Xavi Simons segna il gol della vana speranza del Tottenham
Tottenham-Atletico Madrid 3-2
L’Atletico cede di misura al Tottenham e si qualifica ai quarti grazie al 5-2 ottenuto all’andata. I Colchoneros tentano di rendere subito agevole la trasferta a Londra, ma il gol di Lookman, realizzato dopo soli 6’, viene annullato per fuorigioco. Il Tottenham ci crede e al 30’ trova il gol del vantaggio con un colpo di testa perfetto di Kolo Muani su cross di Tel.
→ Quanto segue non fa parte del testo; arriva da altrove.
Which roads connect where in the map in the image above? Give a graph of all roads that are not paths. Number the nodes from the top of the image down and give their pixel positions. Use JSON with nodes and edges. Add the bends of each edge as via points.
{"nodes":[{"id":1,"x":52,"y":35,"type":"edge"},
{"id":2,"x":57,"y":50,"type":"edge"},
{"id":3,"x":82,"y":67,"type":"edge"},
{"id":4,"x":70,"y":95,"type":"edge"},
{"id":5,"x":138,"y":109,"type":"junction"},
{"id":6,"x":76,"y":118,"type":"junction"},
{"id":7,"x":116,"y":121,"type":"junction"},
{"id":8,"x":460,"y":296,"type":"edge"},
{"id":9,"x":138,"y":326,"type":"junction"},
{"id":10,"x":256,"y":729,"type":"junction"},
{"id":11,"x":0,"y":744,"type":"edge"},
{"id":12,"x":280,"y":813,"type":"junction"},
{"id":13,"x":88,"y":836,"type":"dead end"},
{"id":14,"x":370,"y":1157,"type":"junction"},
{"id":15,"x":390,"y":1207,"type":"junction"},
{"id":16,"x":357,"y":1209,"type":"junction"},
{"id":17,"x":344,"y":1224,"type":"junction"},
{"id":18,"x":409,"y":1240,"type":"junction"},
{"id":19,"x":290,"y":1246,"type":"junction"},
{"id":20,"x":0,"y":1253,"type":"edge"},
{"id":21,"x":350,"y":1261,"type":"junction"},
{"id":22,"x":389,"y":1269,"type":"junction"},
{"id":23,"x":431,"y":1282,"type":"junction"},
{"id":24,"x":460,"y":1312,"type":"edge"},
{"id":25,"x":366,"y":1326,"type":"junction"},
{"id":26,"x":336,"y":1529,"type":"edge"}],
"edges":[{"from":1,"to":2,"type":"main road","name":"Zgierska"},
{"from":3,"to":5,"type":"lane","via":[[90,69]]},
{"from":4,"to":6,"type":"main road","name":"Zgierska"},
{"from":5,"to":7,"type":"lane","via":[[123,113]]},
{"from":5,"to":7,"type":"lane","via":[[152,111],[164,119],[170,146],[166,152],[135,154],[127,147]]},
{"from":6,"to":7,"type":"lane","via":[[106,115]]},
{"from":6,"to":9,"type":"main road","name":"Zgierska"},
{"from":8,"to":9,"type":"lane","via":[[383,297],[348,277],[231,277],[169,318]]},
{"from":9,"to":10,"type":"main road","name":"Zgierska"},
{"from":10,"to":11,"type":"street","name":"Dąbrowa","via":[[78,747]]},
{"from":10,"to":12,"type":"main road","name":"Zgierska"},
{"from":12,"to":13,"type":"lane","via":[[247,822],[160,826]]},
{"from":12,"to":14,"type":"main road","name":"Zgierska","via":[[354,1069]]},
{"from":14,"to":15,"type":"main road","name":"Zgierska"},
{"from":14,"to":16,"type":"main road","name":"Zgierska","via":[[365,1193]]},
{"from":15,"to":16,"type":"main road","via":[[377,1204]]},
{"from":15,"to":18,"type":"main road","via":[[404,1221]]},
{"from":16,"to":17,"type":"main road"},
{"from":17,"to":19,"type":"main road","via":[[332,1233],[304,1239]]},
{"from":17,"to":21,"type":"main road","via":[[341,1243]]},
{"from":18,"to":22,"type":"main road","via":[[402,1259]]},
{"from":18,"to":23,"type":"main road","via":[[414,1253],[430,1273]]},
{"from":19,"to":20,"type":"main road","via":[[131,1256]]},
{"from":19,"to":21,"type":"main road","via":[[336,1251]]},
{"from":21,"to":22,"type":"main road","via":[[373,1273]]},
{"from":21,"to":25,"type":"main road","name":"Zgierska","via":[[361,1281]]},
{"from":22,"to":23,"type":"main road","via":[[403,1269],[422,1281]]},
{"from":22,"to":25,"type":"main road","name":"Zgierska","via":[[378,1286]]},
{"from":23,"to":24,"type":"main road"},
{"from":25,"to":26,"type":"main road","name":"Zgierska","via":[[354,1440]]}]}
Lo stesso Tel, poco dopo, vede negato da Musso il 2-0. L’Atletico non resta a guardare e, prima della fine del primo tempo, sfiora il pareggio con Julian Alvarez e Giuliano Simeone. Il gol del pareggio è, però, solo rimandato. In avvio di ripresa (47’) lo realizza in contropiede Julian Alvarez (14° centro nelle ultime 17 gare di Champions) con un bel destro in girata su assist di Lookman. Il Tottenham non ci sta e al 52’ torna in vantaggio con un destro a giro di Simons, servito da Gray. Gli spurs insistono ma Musso si dimostra attento sulle conclusioni di Pedro Porro e Dragusin. L’Atletico non si lascia intimidire e al 75’ segna il 2-2 con un colpo di testa perfetto di Hancko, posizionato sul primo palo su angolo dalla destra di Julian Alvarez. Il Tottenham insiste fino alla fine e al 90′ si procura (fallo del subentrato Gimenez) e trasforma con Simons il rigore del definitivo 3-2.